(Collected data)
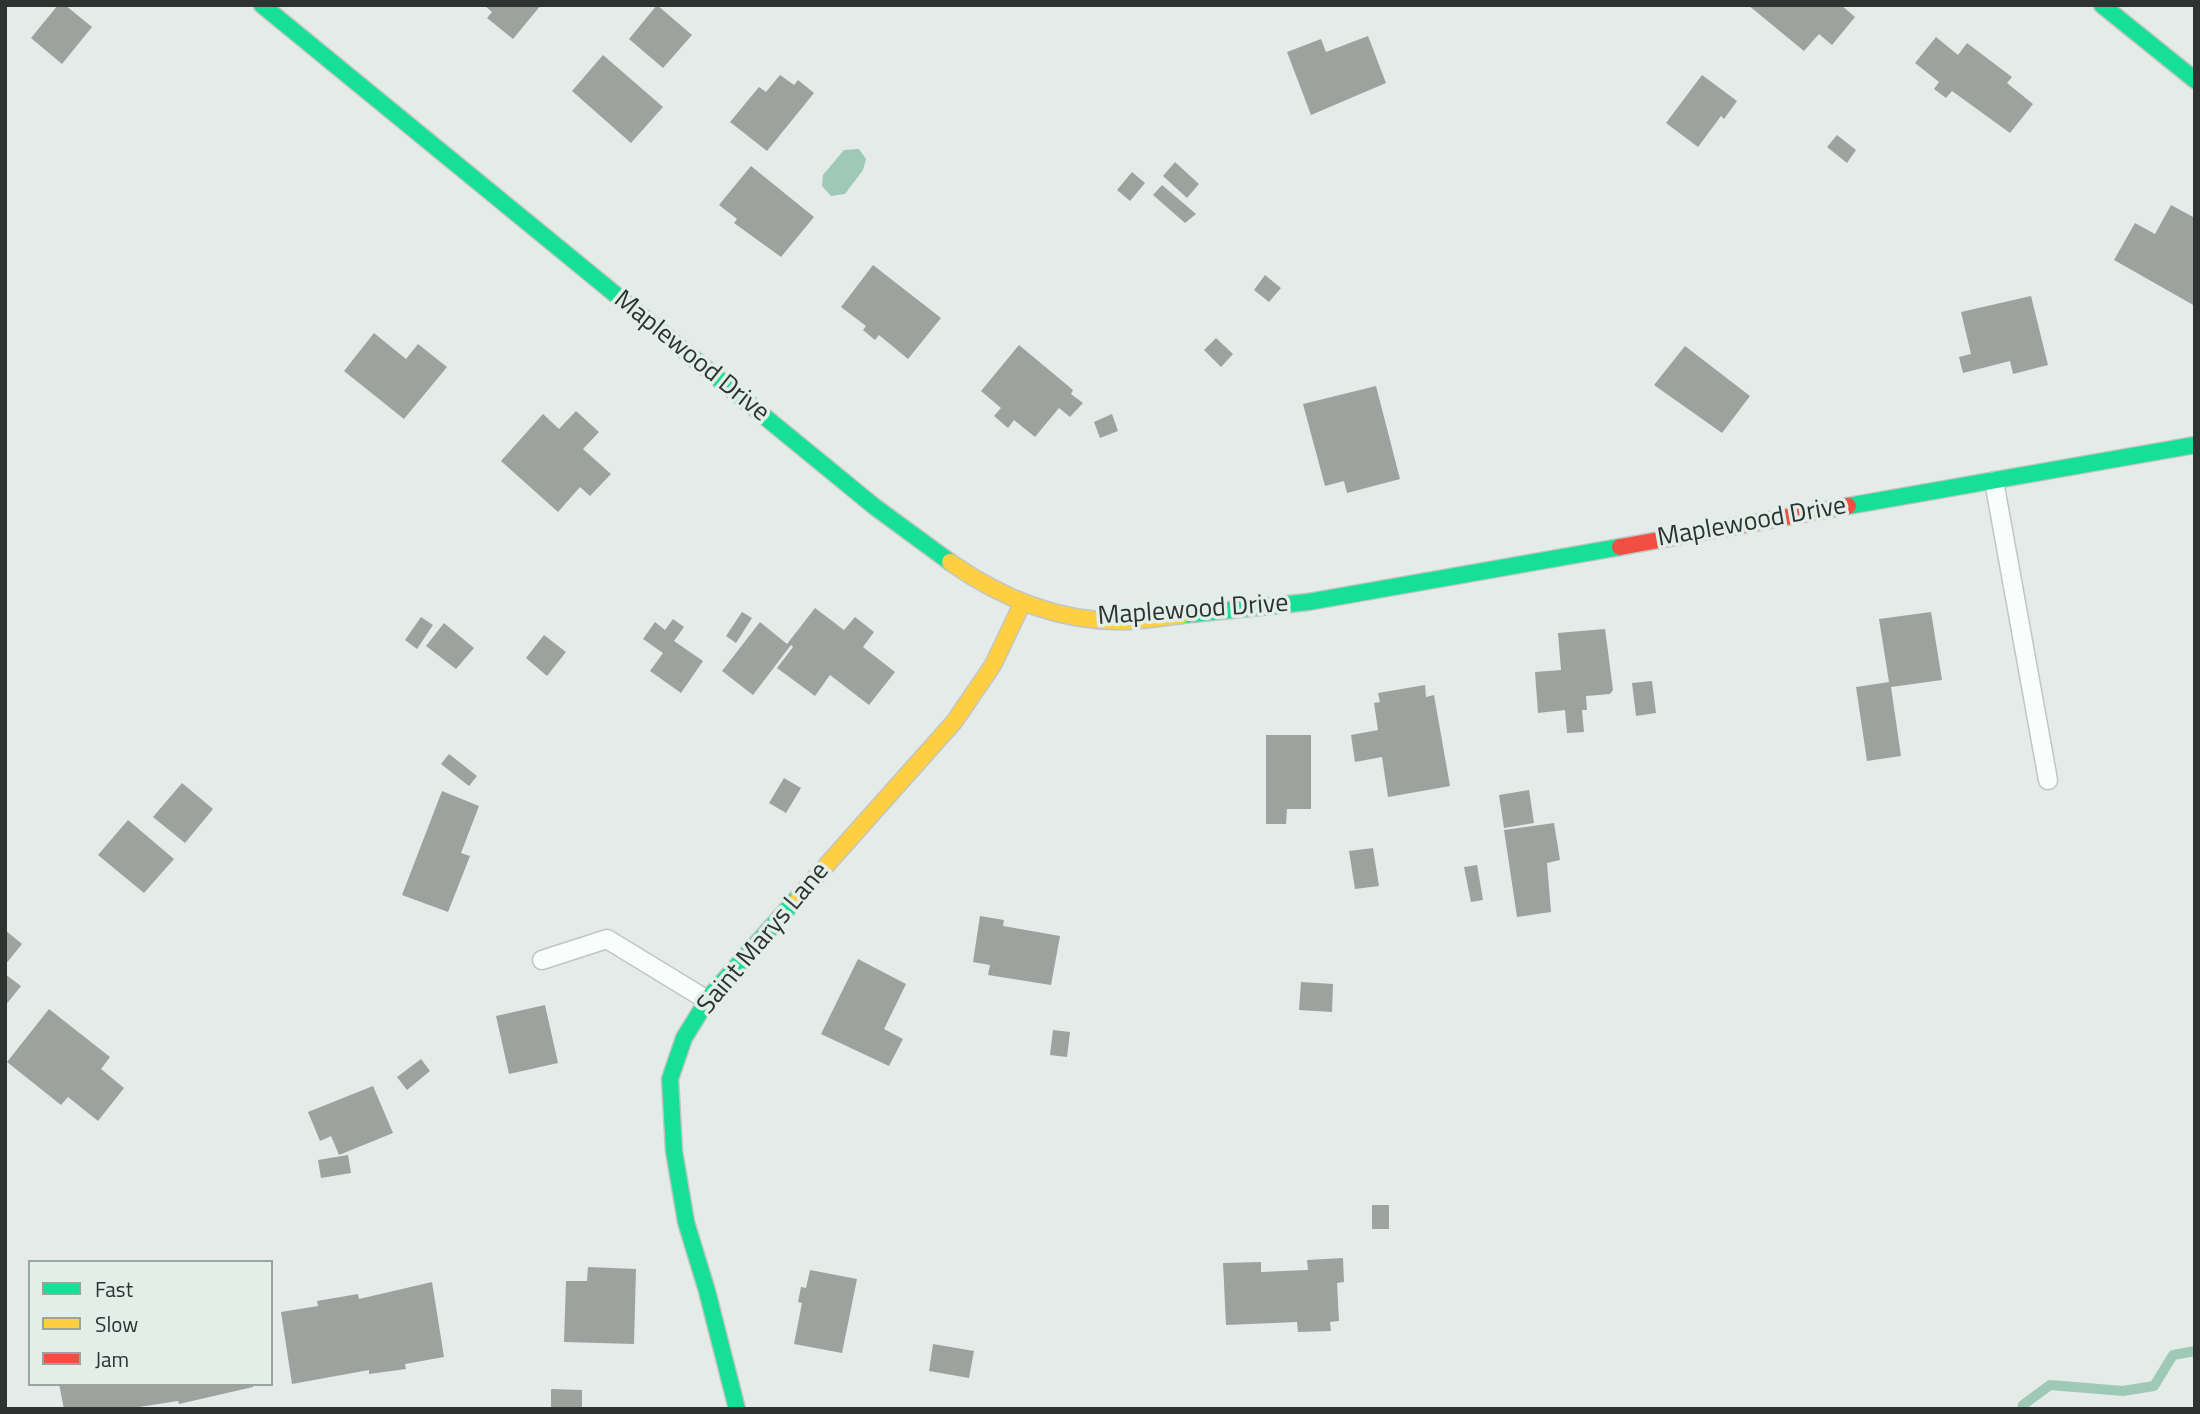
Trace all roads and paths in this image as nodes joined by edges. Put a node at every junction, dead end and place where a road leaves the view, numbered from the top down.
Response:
1 (262, 5) edge
2 (2102, 5) edge
3 (2195, 80) edge
4 (2195, 445) edge
5 (1994, 481) junction
6 (1022, 604) junction
7 (2048, 780) dead end
8 (542, 960) dead end
9 (707, 1000) junction
10 (737, 1409) edge

1 - 6 street, Maplewood Drive
2 - 3 street
4 - 5 street, Maplewood Drive
5 - 6 street, Maplewood Drive
5 - 7 lane
6 - 9 street, Saint Marys Lane
8 - 9 lane
9 - 10 street, Saint Marys Lane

## [EXERCISE DETAILS]
Skip the pictures and output all entries exactly.

## [RESPONSE BOX]
Trace all roads and paths in this image as nodes joined by edges. Put a node at every junction, dead end and place where a road leaves the view, numbered from the top down.
Response:
1 (262, 5) edge
2 (2102, 5) edge
3 (2195, 80) edge
4 (2195, 445) edge
5 (1994, 481) junction
6 (1022, 604) junction
7 (2048, 780) dead end
8 (542, 960) dead end
9 (707, 1000) junction
10 (737, 1409) edge

1 - 6 street, Maplewood Drive
2 - 3 street
4 - 5 street, Maplewood Drive
5 - 6 street, Maplewood Drive
5 - 7 lane
6 - 9 street, Saint Marys Lane
8 - 9 lane
9 - 10 street, Saint Marys Lane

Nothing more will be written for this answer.